**AIM OF THE TASK**
Output the material exactly, with every line intact.

=== Section Start ===

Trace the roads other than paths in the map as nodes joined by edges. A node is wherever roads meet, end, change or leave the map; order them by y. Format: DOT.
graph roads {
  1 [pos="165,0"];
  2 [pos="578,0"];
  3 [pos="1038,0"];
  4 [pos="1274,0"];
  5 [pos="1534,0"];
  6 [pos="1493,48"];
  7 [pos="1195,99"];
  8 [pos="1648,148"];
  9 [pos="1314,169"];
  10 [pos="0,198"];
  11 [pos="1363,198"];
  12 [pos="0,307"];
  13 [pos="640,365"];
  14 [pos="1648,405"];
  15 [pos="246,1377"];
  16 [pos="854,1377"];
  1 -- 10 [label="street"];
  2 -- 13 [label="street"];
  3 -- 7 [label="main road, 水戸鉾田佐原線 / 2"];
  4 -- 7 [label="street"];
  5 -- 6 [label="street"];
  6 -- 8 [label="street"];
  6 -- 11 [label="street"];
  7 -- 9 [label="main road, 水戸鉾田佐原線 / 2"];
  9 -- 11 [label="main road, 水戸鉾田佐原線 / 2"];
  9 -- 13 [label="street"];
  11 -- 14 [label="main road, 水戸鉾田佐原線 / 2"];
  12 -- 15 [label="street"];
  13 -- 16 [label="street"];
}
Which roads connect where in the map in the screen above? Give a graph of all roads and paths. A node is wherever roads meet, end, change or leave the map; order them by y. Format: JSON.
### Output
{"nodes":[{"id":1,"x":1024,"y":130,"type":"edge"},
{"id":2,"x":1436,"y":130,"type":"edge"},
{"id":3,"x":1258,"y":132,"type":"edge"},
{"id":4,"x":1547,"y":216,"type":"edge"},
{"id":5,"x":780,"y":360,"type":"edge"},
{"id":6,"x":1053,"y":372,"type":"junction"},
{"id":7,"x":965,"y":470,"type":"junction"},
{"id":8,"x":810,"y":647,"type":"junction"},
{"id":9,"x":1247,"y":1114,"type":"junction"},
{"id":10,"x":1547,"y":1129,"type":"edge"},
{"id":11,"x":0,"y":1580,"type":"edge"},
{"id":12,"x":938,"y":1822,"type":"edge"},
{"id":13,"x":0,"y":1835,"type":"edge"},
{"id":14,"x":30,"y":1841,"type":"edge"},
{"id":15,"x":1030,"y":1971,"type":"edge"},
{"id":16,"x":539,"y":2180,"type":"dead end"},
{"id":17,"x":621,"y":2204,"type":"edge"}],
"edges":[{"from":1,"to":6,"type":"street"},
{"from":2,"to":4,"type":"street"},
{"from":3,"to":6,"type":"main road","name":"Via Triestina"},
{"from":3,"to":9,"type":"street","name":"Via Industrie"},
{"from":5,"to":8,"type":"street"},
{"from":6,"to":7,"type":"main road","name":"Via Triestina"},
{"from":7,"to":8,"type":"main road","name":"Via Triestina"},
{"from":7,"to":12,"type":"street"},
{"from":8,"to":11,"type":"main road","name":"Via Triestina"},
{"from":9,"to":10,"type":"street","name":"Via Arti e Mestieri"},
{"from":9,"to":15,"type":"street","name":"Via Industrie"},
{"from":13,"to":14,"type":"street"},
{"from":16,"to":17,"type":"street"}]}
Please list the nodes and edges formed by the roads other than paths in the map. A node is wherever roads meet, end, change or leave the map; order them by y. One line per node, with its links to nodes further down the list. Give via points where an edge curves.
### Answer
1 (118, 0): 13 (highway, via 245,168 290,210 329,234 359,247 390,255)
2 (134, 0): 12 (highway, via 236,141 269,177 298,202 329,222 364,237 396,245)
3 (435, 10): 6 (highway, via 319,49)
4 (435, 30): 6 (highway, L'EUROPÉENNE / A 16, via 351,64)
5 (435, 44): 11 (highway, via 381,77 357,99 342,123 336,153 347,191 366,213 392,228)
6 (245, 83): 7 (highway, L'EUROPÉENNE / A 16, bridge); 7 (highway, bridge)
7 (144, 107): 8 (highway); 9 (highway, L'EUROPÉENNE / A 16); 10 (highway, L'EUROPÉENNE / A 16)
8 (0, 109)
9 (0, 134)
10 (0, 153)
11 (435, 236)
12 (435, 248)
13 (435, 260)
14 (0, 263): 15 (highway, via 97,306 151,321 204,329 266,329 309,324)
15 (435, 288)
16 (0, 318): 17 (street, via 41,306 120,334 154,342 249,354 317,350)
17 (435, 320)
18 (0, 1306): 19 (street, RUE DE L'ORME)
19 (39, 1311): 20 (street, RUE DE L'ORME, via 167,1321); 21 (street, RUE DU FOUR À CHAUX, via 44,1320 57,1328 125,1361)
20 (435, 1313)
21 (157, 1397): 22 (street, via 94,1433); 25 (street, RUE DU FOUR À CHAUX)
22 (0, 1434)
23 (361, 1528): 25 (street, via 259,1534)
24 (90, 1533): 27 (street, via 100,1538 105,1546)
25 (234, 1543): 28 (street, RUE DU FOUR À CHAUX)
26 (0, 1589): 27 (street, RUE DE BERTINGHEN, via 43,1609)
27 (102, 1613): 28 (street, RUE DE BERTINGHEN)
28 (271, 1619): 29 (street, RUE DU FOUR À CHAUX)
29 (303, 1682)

=== Section End ===

**ANSWER TO THIS PROBLEM**
Trace the roads other than paths in the map as nodes joined by edges. A node is wherever roads meet, end, change or leave the map; order them by y. Format: DOT.
graph roads {
  1 [pos="165,0"];
  2 [pos="578,0"];
  3 [pos="1038,0"];
  4 [pos="1274,0"];
  5 [pos="1534,0"];
  6 [pos="1493,48"];
  7 [pos="1195,99"];
  8 [pos="1648,148"];
  9 [pos="1314,169"];
  10 [pos="0,198"];
  11 [pos="1363,198"];
  12 [pos="0,307"];
  13 [pos="640,365"];
  14 [pos="1648,405"];
  15 [pos="246,1377"];
  16 [pos="854,1377"];
  1 -- 10 [label="street"];
  2 -- 13 [label="street"];
  3 -- 7 [label="main road, 水戸鉾田佐原線 / 2"];
  4 -- 7 [label="street"];
  5 -- 6 [label="street"];
  6 -- 8 [label="street"];
  6 -- 11 [label="street"];
  7 -- 9 [label="main road, 水戸鉾田佐原線 / 2"];
  9 -- 11 [label="main road, 水戸鉾田佐原線 / 2"];
  9 -- 13 [label="street"];
  11 -- 14 [label="main road, 水戸鉾田佐原線 / 2"];
  12 -- 15 [label="street"];
  13 -- 16 [label="street"];
}
Which roads connect where in the map in the screen above? Give a graph of all roads and paths. A node is wherever roads meet, end, change or leave the map; order them by y. Format: JSON.
### Output
{"nodes":[{"id":1,"x":1024,"y":130,"type":"edge"},
{"id":2,"x":1436,"y":130,"type":"edge"},
{"id":3,"x":1258,"y":132,"type":"edge"},
{"id":4,"x":1547,"y":216,"type":"edge"},
{"id":5,"x":780,"y":360,"type":"edge"},
{"id":6,"x":1053,"y":372,"type":"junction"},
{"id":7,"x":965,"y":470,"type":"junction"},
{"id":8,"x":810,"y":647,"type":"junction"},
{"id":9,"x":1247,"y":1114,"type":"junction"},
{"id":10,"x":1547,"y":1129,"type":"edge"},
{"id":11,"x":0,"y":1580,"type":"edge"},
{"id":12,"x":938,"y":1822,"type":"edge"},
{"id":13,"x":0,"y":1835,"type":"edge"},
{"id":14,"x":30,"y":1841,"type":"edge"},
{"id":15,"x":1030,"y":1971,"type":"edge"},
{"id":16,"x":539,"y":2180,"type":"dead end"},
{"id":17,"x":621,"y":2204,"type":"edge"}],
"edges":[{"from":1,"to":6,"type":"street"},
{"from":2,"to":4,"type":"street"},
{"from":3,"to":6,"type":"main road","name":"Via Triestina"},
{"from":3,"to":9,"type":"street","name":"Via Industrie"},
{"from":5,"to":8,"type":"street"},
{"from":6,"to":7,"type":"main road","name":"Via Triestina"},
{"from":7,"to":8,"type":"main road","name":"Via Triestina"},
{"from":7,"to":12,"type":"street"},
{"from":8,"to":11,"type":"main road","name":"Via Triestina"},
{"from":9,"to":10,"type":"street","name":"Via Arti e Mestieri"},
{"from":9,"to":15,"type":"street","name":"Via Industrie"},
{"from":13,"to":14,"type":"street"},
{"from":16,"to":17,"type":"street"}]}
Please list the nodes and edges formed by the roads other than paths in the map. A node is wherever roads meet, end, change or leave the map; order them by y. One line per node, with its links to nodes further down the list. Give via points where an edge curves.
### Answer
1 (118, 0): 13 (highway, via 245,168 290,210 329,234 359,247 390,255)
2 (134, 0): 12 (highway, via 236,141 269,177 298,202 329,222 364,237 396,245)
3 (435, 10): 6 (highway, via 319,49)
4 (435, 30): 6 (highway, L'EUROPÉENNE / A 16, via 351,64)
5 (435, 44): 11 (highway, via 381,77 357,99 342,123 336,153 347,191 366,213 392,228)
6 (245, 83): 7 (highway, L'EUROPÉENNE / A 16, bridge); 7 (highway, bridge)
7 (144, 107): 8 (highway); 9 (highway, L'EUROPÉENNE / A 16); 10 (highway, L'EUROPÉENNE / A 16)
8 (0, 109)
9 (0, 134)
10 (0, 153)
11 (435, 236)
12 (435, 248)
13 (435, 260)
14 (0, 263): 15 (highway, via 97,306 151,321 204,329 266,329 309,324)
15 (435, 288)
16 (0, 318): 17 (street, via 41,306 120,334 154,342 249,354 317,350)
17 (435, 320)
18 (0, 1306): 19 (street, RUE DE L'ORME)
19 (39, 1311): 20 (street, RUE DE L'ORME, via 167,1321); 21 (street, RUE DU FOUR À CHAUX, via 44,1320 57,1328 125,1361)
20 (435, 1313)
21 (157, 1397): 22 (street, via 94,1433); 25 (street, RUE DU FOUR À CHAUX)
22 (0, 1434)
23 (361, 1528): 25 (street, via 259,1534)
24 (90, 1533): 27 (street, via 100,1538 105,1546)
25 (234, 1543): 28 (street, RUE DU FOUR À CHAUX)
26 (0, 1589): 27 (street, RUE DE BERTINGHEN, via 43,1609)
27 (102, 1613): 28 (street, RUE DE BERTINGHEN)
28 (271, 1619): 29 (street, RUE DU FOUR À CHAUX)
29 (303, 1682)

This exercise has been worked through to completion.